Material for this task ::
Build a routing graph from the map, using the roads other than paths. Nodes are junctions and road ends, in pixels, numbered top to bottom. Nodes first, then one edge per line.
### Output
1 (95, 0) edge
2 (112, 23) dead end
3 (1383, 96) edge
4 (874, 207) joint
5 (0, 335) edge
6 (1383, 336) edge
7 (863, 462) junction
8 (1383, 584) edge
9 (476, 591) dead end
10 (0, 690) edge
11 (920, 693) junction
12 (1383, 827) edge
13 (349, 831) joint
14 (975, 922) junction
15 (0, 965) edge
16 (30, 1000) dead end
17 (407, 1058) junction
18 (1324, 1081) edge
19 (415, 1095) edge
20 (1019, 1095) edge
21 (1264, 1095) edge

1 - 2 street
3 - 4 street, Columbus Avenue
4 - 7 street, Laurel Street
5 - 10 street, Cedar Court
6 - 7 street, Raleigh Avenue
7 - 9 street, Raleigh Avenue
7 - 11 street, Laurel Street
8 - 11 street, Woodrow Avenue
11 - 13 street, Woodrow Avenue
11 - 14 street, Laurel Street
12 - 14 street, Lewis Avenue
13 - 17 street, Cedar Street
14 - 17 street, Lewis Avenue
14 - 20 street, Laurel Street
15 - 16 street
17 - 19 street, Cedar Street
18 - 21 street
---
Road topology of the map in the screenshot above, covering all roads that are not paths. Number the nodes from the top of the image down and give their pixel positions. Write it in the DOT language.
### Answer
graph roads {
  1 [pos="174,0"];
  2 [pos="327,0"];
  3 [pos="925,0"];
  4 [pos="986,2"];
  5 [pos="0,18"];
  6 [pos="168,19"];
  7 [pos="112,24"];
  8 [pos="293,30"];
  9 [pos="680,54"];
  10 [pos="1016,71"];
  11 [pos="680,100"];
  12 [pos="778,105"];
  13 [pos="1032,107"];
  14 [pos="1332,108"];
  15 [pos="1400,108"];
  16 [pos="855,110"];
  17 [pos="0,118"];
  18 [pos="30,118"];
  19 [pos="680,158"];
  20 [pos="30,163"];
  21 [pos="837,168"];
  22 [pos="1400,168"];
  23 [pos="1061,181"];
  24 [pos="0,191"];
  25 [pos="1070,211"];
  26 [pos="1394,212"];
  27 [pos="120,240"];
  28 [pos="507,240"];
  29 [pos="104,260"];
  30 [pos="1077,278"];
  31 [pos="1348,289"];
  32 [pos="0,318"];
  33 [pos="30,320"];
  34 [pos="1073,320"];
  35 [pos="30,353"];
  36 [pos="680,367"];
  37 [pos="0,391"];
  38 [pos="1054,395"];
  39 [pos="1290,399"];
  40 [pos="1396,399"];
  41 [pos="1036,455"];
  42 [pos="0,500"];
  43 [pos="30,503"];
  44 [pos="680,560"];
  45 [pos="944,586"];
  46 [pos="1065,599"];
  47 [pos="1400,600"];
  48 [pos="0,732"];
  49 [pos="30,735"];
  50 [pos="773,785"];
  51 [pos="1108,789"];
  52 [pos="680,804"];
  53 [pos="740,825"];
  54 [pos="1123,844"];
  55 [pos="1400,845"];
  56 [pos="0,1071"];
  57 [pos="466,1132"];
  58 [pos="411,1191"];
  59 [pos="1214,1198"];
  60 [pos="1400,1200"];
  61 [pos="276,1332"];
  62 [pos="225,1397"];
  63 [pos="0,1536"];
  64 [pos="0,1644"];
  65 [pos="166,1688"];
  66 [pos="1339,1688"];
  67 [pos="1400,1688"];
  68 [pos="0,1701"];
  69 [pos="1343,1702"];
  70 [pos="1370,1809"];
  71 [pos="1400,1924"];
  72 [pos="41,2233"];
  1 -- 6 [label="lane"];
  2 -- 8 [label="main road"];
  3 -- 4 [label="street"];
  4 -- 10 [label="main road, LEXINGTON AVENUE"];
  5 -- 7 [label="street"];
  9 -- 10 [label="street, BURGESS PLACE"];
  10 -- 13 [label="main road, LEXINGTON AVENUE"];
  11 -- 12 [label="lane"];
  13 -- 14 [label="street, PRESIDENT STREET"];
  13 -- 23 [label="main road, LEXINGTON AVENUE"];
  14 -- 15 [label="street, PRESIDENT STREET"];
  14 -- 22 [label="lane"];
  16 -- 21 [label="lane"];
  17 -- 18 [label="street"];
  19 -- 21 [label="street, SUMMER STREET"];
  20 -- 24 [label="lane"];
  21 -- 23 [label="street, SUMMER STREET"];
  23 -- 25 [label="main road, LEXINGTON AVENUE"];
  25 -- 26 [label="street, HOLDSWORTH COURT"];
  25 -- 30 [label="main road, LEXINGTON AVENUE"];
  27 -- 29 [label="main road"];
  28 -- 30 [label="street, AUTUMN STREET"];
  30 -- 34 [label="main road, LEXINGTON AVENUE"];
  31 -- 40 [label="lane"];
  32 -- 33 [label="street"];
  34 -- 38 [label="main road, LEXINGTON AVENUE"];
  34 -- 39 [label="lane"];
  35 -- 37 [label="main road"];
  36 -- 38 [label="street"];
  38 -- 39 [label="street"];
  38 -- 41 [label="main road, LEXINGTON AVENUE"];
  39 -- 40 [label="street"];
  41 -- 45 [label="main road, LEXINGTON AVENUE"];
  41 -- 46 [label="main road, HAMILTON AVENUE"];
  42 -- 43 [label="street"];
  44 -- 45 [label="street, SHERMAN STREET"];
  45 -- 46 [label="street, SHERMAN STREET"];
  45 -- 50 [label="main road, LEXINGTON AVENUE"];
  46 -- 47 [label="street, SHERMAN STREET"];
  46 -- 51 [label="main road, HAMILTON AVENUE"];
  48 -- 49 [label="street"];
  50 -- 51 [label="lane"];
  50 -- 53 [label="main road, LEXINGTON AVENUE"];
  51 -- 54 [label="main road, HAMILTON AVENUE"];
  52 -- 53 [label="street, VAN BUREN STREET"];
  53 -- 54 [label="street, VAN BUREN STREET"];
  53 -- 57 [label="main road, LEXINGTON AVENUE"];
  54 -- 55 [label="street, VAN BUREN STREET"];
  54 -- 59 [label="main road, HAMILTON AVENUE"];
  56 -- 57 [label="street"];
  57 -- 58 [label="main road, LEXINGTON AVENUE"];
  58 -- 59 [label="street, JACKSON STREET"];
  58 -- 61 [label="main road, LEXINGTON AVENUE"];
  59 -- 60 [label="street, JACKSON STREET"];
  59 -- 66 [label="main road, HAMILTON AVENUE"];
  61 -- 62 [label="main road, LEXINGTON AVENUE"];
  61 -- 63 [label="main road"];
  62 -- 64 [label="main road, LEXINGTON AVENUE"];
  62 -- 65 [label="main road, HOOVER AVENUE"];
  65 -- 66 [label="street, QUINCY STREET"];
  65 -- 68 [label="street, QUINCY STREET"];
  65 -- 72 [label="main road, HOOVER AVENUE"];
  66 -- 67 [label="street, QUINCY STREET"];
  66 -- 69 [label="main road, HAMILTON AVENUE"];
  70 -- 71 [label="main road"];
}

Assigned task ::
Every line where "paths" appears must be returned from the listing above.

Solution for this exercise ::
Build a routing graph from the map, using the roads other than paths. Nodes are junctions and road ends, in pixels, numbered top to bottom. Nodes first, then one edge per line.
Road topology of the map in the screenshot above, covering all roads that are not paths. Number the nodes from the top of the image down and give their pixel positions. Write it in the DOT language.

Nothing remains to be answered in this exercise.